# [Exercise description]
Give back the full material exactly. Omit no line.

# [Entries provided]
::::::
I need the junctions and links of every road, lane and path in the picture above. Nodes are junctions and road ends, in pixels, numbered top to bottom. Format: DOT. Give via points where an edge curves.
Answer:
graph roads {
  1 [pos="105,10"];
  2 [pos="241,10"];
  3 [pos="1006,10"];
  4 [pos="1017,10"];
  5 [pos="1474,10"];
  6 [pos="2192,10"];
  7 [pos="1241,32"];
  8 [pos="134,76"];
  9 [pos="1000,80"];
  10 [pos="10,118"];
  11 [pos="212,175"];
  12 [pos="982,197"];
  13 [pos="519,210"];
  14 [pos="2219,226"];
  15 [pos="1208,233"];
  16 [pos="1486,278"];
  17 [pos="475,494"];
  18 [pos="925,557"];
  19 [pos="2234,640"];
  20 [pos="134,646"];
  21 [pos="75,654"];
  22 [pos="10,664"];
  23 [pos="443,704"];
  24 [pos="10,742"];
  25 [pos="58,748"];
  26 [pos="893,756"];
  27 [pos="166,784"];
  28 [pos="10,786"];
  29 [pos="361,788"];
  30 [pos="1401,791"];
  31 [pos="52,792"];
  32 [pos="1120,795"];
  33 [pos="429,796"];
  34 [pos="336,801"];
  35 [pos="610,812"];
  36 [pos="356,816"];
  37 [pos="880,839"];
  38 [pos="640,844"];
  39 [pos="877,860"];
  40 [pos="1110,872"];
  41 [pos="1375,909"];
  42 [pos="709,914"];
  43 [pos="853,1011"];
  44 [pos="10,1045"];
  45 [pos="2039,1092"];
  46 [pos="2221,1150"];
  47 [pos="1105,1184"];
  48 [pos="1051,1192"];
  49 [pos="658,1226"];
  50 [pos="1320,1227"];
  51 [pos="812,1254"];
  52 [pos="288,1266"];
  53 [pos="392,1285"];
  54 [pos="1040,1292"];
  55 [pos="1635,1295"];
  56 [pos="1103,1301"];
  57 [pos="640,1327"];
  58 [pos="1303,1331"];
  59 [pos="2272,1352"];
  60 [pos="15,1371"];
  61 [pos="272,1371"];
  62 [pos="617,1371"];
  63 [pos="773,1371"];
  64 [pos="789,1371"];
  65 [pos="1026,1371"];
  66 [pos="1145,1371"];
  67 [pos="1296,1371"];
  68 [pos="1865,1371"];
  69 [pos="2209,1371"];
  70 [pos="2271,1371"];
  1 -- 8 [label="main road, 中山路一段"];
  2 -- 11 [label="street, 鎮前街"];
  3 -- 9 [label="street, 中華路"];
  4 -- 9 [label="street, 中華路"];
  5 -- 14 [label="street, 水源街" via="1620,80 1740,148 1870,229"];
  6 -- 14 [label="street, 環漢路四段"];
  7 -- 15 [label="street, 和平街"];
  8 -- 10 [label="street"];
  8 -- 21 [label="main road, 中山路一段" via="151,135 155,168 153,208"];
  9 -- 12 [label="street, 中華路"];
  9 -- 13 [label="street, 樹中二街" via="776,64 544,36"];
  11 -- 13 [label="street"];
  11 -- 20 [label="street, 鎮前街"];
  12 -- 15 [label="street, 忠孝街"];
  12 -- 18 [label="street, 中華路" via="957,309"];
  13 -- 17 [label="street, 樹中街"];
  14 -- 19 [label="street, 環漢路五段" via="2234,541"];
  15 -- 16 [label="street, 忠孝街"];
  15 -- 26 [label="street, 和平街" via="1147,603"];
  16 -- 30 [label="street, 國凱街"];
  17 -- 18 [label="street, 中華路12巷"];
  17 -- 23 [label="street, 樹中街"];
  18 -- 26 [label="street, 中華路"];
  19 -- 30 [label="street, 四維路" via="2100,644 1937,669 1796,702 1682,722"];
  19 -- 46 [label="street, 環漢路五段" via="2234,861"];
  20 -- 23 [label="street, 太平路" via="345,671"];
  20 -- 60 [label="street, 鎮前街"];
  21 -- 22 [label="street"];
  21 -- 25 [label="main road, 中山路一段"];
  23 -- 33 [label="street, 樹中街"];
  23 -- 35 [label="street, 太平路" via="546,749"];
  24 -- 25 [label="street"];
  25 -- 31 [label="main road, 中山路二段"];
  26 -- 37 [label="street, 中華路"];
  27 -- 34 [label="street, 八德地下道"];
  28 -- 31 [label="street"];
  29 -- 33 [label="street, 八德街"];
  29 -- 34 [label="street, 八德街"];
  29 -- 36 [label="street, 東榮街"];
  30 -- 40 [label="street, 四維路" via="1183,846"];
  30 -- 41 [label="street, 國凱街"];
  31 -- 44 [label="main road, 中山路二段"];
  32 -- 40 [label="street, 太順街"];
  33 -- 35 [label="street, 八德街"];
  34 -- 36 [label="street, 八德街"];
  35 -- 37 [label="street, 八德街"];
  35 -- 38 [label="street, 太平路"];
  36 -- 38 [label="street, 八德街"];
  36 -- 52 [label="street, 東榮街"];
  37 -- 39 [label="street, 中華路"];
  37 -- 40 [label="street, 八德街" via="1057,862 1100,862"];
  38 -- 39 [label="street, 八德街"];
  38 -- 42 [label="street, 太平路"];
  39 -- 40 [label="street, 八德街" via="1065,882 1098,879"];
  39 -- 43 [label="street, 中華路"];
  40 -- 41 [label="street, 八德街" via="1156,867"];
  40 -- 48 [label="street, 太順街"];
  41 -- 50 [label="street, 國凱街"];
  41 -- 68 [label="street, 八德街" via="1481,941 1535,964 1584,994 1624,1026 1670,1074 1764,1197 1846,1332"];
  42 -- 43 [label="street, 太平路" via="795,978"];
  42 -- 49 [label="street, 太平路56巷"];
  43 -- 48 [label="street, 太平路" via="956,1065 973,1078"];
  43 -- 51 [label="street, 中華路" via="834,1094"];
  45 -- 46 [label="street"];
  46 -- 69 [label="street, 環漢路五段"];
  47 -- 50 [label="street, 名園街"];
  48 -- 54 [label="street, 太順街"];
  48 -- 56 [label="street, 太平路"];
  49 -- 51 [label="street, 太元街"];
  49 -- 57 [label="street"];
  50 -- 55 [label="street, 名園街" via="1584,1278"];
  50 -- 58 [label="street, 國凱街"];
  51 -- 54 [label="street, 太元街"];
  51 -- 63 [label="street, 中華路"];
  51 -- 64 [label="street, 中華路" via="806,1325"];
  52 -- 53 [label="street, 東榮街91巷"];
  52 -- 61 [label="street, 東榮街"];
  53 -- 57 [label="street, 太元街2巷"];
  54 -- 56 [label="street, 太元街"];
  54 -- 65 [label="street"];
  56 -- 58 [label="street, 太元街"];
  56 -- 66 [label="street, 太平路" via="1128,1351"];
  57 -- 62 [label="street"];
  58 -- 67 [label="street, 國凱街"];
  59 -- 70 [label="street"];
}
::::::
# [Result of this exercise]
I need the junctions and links of every road, lane and path in the picture above. Nodes are junctions and road ends, in pixels, numbered top to bottom. Format: DOT. Give via points where an edge curves.
Answer:
graph roads {
  1 [pos="105,10"];
  2 [pos="241,10"];
  3 [pos="1006,10"];
  4 [pos="1017,10"];
  5 [pos="1474,10"];
  6 [pos="2192,10"];
  7 [pos="1241,32"];
  8 [pos="134,76"];
  9 [pos="1000,80"];
  10 [pos="10,118"];
  11 [pos="212,175"];
  12 [pos="982,197"];
  13 [pos="519,210"];
  14 [pos="2219,226"];
  15 [pos="1208,233"];
  16 [pos="1486,278"];
  17 [pos="475,494"];
  18 [pos="925,557"];
  19 [pos="2234,640"];
  20 [pos="134,646"];
  21 [pos="75,654"];
  22 [pos="10,664"];
  23 [pos="443,704"];
  24 [pos="10,742"];
  25 [pos="58,748"];
  26 [pos="893,756"];
  27 [pos="166,784"];
  28 [pos="10,786"];
  29 [pos="361,788"];
  30 [pos="1401,791"];
  31 [pos="52,792"];
  32 [pos="1120,795"];
  33 [pos="429,796"];
  34 [pos="336,801"];
  35 [pos="610,812"];
  36 [pos="356,816"];
  37 [pos="880,839"];
  38 [pos="640,844"];
  39 [pos="877,860"];
  40 [pos="1110,872"];
  41 [pos="1375,909"];
  42 [pos="709,914"];
  43 [pos="853,1011"];
  44 [pos="10,1045"];
  45 [pos="2039,1092"];
  46 [pos="2221,1150"];
  47 [pos="1105,1184"];
  48 [pos="1051,1192"];
  49 [pos="658,1226"];
  50 [pos="1320,1227"];
  51 [pos="812,1254"];
  52 [pos="288,1266"];
  53 [pos="392,1285"];
  54 [pos="1040,1292"];
  55 [pos="1635,1295"];
  56 [pos="1103,1301"];
  57 [pos="640,1327"];
  58 [pos="1303,1331"];
  59 [pos="2272,1352"];
  60 [pos="15,1371"];
  61 [pos="272,1371"];
  62 [pos="617,1371"];
  63 [pos="773,1371"];
  64 [pos="789,1371"];
  65 [pos="1026,1371"];
  66 [pos="1145,1371"];
  67 [pos="1296,1371"];
  68 [pos="1865,1371"];
  69 [pos="2209,1371"];
  70 [pos="2271,1371"];
  1 -- 8 [label="main road, 中山路一段"];
  2 -- 11 [label="street, 鎮前街"];
  3 -- 9 [label="street, 中華路"];
  4 -- 9 [label="street, 中華路"];
  5 -- 14 [label="street, 水源街" via="1620,80 1740,148 1870,229"];
  6 -- 14 [label="street, 環漢路四段"];
  7 -- 15 [label="street, 和平街"];
  8 -- 10 [label="street"];
  8 -- 21 [label="main road, 中山路一段" via="151,135 155,168 153,208"];
  9 -- 12 [label="street, 中華路"];
  9 -- 13 [label="street, 樹中二街" via="776,64 544,36"];
  11 -- 13 [label="street"];
  11 -- 20 [label="street, 鎮前街"];
  12 -- 15 [label="street, 忠孝街"];
  12 -- 18 [label="street, 中華路" via="957,309"];
  13 -- 17 [label="street, 樹中街"];
  14 -- 19 [label="street, 環漢路五段" via="2234,541"];
  15 -- 16 [label="street, 忠孝街"];
  15 -- 26 [label="street, 和平街" via="1147,603"];
  16 -- 30 [label="street, 國凱街"];
  17 -- 18 [label="street, 中華路12巷"];
  17 -- 23 [label="street, 樹中街"];
  18 -- 26 [label="street, 中華路"];
  19 -- 30 [label="street, 四維路" via="2100,644 1937,669 1796,702 1682,722"];
  19 -- 46 [label="street, 環漢路五段" via="2234,861"];
  20 -- 23 [label="street, 太平路" via="345,671"];
  20 -- 60 [label="street, 鎮前街"];
  21 -- 22 [label="street"];
  21 -- 25 [label="main road, 中山路一段"];
  23 -- 33 [label="street, 樹中街"];
  23 -- 35 [label="street, 太平路" via="546,749"];
  24 -- 25 [label="street"];
  25 -- 31 [label="main road, 中山路二段"];
  26 -- 37 [label="street, 中華路"];
  27 -- 34 [label="street, 八德地下道"];
  28 -- 31 [label="street"];
  29 -- 33 [label="street, 八德街"];
  29 -- 34 [label="street, 八德街"];
  29 -- 36 [label="street, 東榮街"];
  30 -- 40 [label="street, 四維路" via="1183,846"];
  30 -- 41 [label="street, 國凱街"];
  31 -- 44 [label="main road, 中山路二段"];
  32 -- 40 [label="street, 太順街"];
  33 -- 35 [label="street, 八德街"];
  34 -- 36 [label="street, 八德街"];
  35 -- 37 [label="street, 八德街"];
  35 -- 38 [label="street, 太平路"];
  36 -- 38 [label="street, 八德街"];
  36 -- 52 [label="street, 東榮街"];
  37 -- 39 [label="street, 中華路"];
  37 -- 40 [label="street, 八德街" via="1057,862 1100,862"];
  38 -- 39 [label="street, 八德街"];
  38 -- 42 [label="street, 太平路"];
  39 -- 40 [label="street, 八德街" via="1065,882 1098,879"];
  39 -- 43 [label="street, 中華路"];
  40 -- 41 [label="street, 八德街" via="1156,867"];
  40 -- 48 [label="street, 太順街"];
  41 -- 50 [label="street, 國凱街"];
  41 -- 68 [label="street, 八德街" via="1481,941 1535,964 1584,994 1624,1026 1670,1074 1764,1197 1846,1332"];
  42 -- 43 [label="street, 太平路" via="795,978"];
  42 -- 49 [label="street, 太平路56巷"];
  43 -- 48 [label="street, 太平路" via="956,1065 973,1078"];
  43 -- 51 [label="street, 中華路" via="834,1094"];
  45 -- 46 [label="street"];
  46 -- 69 [label="street, 環漢路五段"];
  47 -- 50 [label="street, 名園街"];
  48 -- 54 [label="street, 太順街"];
  48 -- 56 [label="street, 太平路"];
  49 -- 51 [label="street, 太元街"];
  49 -- 57 [label="street"];
  50 -- 55 [label="street, 名園街" via="1584,1278"];
  50 -- 58 [label="street, 國凱街"];
  51 -- 54 [label="street, 太元街"];
  51 -- 63 [label="street, 中華路"];
  51 -- 64 [label="street, 中華路" via="806,1325"];
  52 -- 53 [label="street, 東榮街91巷"];
  52 -- 61 [label="street, 東榮街"];
  53 -- 57 [label="street, 太元街2巷"];
  54 -- 56 [label="street, 太元街"];
  54 -- 65 [label="street"];
  56 -- 58 [label="street, 太元街"];
  56 -- 66 [label="street, 太平路" via="1128,1351"];
  57 -- 62 [label="street"];
  58 -- 67 [label="street, 國凱街"];
  59 -- 70 [label="street"];
}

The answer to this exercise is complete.